在锁定的早期阶段(3 月 19 日至 26 日),使用滚雪球抽样方法启动了一项在线调查,其中包括社会人口学和临床数据以及抑郁、焦虑和压力量表 (DASS-21) 以及事件的影响规模 (IES)。使用 IES 的两个项目来评估睡眠特征。进行了描述性和双变量分析以及逻辑回归模型。

结果

23.9% 的样本报告了开始或维持睡眠的困难,并且在回归模型中与年龄 (OR = 1.008, p = .003)、女性 (OR = 1.344, p < .001)、收入减少 > 50% (OR = 1.248, p = .037),有一个 (OR = 1.208, p = .029) 和两个或更多 (OR = 1.299, p = .035) 老年家属,饮酒 (OR = 1.129, p = .024),在 DASS-21 抑郁 (OR = 1.148, p < .001)、焦虑 (OR = 1.218, p < .001) 或压力 (OR = 1.302, p < .001) 分量表上得分更高, 而能够享受空闲时间 (OR = 0.604, p< .001) 和绘画或听音乐 (OR = 0.853, p = .012) 是保护因素。
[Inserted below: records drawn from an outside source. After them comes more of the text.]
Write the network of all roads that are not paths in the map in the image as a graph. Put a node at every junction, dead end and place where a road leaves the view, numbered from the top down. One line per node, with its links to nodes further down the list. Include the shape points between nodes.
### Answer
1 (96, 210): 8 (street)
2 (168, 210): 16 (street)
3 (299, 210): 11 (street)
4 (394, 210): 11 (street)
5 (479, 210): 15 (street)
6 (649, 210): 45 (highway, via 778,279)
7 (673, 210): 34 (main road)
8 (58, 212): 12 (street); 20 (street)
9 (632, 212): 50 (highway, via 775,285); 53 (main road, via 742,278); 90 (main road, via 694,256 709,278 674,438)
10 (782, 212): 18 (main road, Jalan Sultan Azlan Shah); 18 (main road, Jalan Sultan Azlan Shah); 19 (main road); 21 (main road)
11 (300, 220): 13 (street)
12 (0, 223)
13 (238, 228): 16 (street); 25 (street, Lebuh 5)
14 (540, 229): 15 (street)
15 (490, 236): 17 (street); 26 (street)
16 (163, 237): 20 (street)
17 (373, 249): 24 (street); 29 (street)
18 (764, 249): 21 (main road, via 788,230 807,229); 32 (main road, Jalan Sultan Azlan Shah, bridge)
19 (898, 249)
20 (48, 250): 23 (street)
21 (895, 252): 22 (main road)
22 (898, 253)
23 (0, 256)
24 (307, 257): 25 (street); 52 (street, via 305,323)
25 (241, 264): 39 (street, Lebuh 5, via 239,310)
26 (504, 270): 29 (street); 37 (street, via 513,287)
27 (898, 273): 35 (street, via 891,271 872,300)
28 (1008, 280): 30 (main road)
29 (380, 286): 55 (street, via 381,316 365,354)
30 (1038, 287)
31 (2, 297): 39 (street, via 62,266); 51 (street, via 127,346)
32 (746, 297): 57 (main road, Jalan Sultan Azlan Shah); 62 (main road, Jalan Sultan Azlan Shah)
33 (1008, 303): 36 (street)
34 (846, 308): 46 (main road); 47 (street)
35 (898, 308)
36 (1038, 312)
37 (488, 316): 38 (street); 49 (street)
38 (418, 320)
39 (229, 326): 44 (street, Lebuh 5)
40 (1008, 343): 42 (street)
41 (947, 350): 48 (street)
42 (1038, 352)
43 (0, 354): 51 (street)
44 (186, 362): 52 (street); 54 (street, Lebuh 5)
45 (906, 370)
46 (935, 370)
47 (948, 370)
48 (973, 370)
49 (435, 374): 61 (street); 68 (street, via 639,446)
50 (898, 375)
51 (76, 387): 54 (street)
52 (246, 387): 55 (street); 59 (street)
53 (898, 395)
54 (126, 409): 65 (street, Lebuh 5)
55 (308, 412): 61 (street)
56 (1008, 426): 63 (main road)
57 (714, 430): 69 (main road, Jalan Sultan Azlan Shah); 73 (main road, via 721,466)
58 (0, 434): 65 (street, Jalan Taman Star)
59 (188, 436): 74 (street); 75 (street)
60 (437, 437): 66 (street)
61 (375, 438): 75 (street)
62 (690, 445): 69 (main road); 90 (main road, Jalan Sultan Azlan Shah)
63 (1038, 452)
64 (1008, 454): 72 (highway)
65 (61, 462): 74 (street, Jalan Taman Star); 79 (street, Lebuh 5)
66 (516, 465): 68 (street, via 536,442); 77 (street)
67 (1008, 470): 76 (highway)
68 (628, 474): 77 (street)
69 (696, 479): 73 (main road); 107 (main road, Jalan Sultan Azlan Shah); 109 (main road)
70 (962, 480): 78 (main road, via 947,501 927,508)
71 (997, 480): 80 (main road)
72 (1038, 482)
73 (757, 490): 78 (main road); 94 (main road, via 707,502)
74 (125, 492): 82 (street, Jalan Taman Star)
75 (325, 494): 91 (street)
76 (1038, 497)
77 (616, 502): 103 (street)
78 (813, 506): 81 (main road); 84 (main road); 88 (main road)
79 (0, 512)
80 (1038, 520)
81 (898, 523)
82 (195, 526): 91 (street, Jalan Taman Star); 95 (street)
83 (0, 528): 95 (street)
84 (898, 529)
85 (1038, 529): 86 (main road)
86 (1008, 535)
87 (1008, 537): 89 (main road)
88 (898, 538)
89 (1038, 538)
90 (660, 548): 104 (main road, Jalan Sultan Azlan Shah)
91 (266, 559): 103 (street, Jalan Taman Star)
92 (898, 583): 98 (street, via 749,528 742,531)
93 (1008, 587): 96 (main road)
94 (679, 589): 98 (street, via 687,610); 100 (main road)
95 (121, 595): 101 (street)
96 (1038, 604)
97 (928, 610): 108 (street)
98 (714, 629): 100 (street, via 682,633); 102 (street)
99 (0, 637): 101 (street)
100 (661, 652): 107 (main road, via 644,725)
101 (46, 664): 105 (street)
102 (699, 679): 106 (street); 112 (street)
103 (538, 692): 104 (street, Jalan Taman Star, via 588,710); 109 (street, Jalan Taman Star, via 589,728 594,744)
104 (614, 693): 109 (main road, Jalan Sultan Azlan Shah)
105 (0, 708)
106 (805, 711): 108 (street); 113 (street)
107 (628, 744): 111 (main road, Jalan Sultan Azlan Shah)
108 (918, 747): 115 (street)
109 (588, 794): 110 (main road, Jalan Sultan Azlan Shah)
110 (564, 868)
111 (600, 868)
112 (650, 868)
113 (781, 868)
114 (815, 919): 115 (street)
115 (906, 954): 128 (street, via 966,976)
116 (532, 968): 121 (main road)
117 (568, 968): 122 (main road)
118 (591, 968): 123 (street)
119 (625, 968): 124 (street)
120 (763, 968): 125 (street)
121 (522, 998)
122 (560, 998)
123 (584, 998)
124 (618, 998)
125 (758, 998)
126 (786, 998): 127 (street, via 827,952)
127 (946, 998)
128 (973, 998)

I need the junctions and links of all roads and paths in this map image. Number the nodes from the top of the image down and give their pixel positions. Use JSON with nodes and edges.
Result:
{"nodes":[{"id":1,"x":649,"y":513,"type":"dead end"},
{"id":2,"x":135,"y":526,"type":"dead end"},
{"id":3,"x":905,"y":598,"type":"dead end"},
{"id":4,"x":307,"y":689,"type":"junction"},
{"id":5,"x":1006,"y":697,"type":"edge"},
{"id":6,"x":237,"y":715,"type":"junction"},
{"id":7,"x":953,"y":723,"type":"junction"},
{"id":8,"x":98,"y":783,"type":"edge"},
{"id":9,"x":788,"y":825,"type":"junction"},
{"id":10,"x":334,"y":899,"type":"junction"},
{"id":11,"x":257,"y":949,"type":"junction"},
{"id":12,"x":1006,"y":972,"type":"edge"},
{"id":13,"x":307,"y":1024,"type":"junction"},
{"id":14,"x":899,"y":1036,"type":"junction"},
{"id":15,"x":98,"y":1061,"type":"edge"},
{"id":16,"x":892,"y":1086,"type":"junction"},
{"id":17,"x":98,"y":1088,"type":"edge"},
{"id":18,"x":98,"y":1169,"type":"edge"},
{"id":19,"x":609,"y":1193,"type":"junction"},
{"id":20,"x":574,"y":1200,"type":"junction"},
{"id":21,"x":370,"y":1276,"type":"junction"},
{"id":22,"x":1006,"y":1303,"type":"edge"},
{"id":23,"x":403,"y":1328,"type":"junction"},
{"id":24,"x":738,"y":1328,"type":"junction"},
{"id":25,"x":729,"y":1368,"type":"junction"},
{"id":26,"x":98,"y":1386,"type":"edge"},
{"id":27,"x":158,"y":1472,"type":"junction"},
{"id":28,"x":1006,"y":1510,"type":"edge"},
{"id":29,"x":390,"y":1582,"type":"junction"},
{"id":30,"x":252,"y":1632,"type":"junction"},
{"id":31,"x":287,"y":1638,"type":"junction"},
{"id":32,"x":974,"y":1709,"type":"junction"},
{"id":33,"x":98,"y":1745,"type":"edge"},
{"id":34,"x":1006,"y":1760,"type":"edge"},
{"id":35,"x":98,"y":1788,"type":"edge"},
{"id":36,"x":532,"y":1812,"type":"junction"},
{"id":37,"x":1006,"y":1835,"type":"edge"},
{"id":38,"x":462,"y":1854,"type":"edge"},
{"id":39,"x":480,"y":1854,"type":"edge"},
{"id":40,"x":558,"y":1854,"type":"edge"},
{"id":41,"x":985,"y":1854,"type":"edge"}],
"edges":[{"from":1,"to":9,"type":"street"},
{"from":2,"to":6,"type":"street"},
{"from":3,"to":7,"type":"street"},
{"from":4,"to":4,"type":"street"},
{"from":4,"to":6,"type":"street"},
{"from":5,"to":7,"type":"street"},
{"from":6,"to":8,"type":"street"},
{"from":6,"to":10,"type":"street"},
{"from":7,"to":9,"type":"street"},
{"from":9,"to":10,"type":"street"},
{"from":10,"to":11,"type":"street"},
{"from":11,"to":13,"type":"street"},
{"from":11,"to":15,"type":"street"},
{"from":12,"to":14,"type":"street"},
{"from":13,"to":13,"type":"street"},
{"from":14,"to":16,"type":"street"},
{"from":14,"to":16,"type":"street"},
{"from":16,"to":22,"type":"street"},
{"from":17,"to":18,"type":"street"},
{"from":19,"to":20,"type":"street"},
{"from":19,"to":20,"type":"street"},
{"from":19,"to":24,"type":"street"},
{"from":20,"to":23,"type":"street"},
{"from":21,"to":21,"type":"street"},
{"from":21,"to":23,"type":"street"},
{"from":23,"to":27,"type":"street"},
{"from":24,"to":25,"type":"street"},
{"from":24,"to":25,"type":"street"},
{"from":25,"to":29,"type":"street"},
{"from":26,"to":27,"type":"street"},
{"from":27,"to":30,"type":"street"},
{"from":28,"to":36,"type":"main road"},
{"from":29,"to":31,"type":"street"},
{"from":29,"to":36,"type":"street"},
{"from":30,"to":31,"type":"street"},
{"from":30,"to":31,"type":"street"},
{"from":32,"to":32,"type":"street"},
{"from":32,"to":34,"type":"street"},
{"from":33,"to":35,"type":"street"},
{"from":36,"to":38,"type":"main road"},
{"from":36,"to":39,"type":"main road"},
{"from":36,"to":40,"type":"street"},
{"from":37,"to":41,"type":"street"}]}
12.9% 的样本报告了与 COVID-19 相关的梦境,并在回归模型中与女性(OR = 1.617,p < .001)、已婚(OR = 1.190,p = .015)、自我受雇(OR = 1.373,p = .032)或公务员(OR = 1.412,p = .010),接受过 COVID-19 检测(OR = 1.583,p = .012),感染了家人或朋友(OR = 1.233, p = .001)、阅读有关冠状病毒的新闻 (OR = 1.139, p = .023)、饮酒 (OR = 1.251, p< .001),以及 DASS-21 抑郁 (OR = 1.102, p < .001)、焦虑 (OR = 1.222, p < .001) 或压力 (OR = 1.213, p < .001) 分量表的得分较高,而保护因素是年龄较大 (OR = 0.983, p < .001) 和退休 (OR = 0.625, p = .045)。

结论

这些发现可以帮助临床医生和公共卫生系统设计和提供量身定制的干预措施,例如通过互联网提供的活动,以提高普通人群的睡眠质量。